- **Extracted data**:
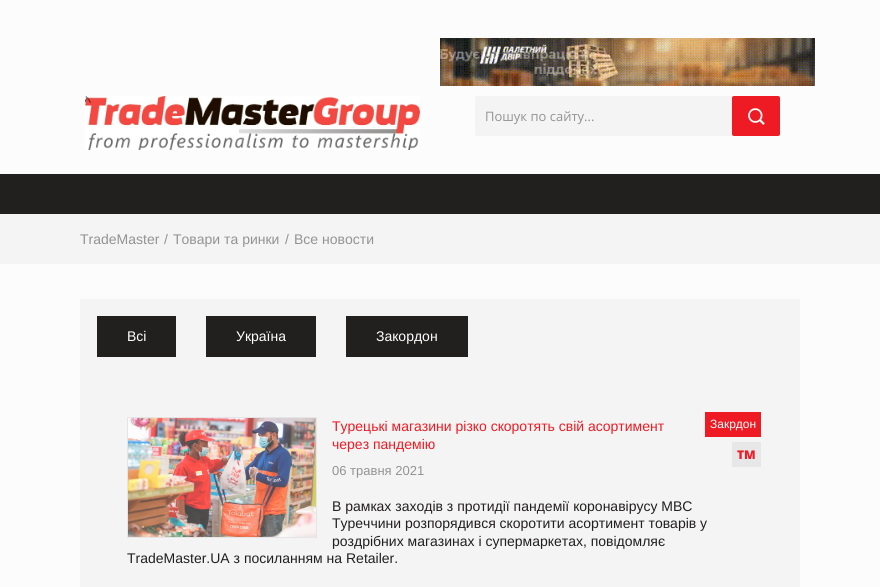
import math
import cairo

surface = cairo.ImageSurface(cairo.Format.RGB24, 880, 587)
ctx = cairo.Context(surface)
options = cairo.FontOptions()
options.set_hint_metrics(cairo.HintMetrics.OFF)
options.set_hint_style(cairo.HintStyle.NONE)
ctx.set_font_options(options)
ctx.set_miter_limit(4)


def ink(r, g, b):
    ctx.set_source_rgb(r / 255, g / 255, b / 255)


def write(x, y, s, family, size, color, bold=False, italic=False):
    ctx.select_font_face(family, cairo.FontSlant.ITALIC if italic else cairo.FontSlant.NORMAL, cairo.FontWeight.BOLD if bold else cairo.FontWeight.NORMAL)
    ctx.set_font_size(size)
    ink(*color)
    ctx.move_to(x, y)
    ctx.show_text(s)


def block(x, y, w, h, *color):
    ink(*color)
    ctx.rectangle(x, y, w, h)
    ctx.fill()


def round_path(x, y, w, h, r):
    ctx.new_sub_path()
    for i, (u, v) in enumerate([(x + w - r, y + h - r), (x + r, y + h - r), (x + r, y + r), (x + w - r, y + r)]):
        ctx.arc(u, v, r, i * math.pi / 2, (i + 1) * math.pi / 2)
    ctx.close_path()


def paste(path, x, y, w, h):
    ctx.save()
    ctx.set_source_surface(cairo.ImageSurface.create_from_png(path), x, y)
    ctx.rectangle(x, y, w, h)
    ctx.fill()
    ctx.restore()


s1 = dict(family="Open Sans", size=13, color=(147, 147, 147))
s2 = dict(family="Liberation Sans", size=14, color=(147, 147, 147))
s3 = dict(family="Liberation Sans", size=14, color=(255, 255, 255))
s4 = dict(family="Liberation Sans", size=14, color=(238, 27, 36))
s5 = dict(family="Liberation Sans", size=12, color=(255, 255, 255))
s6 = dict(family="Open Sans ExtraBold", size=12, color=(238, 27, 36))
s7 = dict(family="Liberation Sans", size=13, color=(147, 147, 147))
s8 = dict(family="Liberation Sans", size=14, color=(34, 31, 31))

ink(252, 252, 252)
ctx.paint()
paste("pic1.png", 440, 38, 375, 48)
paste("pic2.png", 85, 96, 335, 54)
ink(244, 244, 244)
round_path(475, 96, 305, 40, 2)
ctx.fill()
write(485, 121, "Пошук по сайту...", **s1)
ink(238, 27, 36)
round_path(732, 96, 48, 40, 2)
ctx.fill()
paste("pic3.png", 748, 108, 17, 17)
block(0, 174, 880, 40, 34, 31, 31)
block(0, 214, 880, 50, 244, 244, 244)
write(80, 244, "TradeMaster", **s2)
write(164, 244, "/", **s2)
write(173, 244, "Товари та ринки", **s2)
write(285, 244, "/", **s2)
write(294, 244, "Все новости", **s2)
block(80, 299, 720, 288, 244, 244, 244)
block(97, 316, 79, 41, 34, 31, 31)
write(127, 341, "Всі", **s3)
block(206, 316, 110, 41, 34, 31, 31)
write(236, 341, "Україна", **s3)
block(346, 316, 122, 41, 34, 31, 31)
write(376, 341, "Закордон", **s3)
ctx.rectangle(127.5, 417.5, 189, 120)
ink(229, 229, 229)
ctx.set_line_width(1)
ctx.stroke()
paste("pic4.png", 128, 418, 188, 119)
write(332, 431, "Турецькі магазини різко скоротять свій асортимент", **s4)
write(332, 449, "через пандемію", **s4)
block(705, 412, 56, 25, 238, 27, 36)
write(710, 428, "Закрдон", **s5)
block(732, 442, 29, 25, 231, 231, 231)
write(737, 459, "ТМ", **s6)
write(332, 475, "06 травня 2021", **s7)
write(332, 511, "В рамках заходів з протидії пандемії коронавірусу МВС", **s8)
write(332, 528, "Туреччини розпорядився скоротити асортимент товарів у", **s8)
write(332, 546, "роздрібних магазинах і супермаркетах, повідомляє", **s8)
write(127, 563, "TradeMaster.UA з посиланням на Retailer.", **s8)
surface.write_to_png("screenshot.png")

- **Exercise**: Give again, word for word, every line from the top of the data above to the line holding "ctx.new_sub_path()", inclusive, with the pictures left out.

- **Response to the exercise**:
import math
import cairo

surface = cairo.ImageSurface(cairo.Format.RGB24, 880, 587)
ctx = cairo.Context(surface)
options = cairo.FontOptions()
options.set_hint_metrics(cairo.HintMetrics.OFF)
options.set_hint_style(cairo.HintStyle.NONE)
ctx.set_font_options(options)
ctx.set_miter_limit(4)


def ink(r, g, b):
    ctx.set_source_rgb(r / 255, g / 255, b / 255)


def write(x, y, s, family, size, color, bold=False, italic=False):
    ctx.select_font_face(family, cairo.FontSlant.ITALIC if italic else cairo.FontSlant.NORMAL, cairo.FontWeight.BOLD if bold else cairo.FontWeight.NORMAL)
    ctx.set_font_size(size)
    ink(*color)
    ctx.move_to(x, y)
    ctx.show_text(s)


def block(x, y, w, h, *color):
    ink(*color)
    ctx.rectangle(x, y, w, h)
    ctx.fill()


def round_path(x, y, w, h, r):
    ctx.new_sub_path()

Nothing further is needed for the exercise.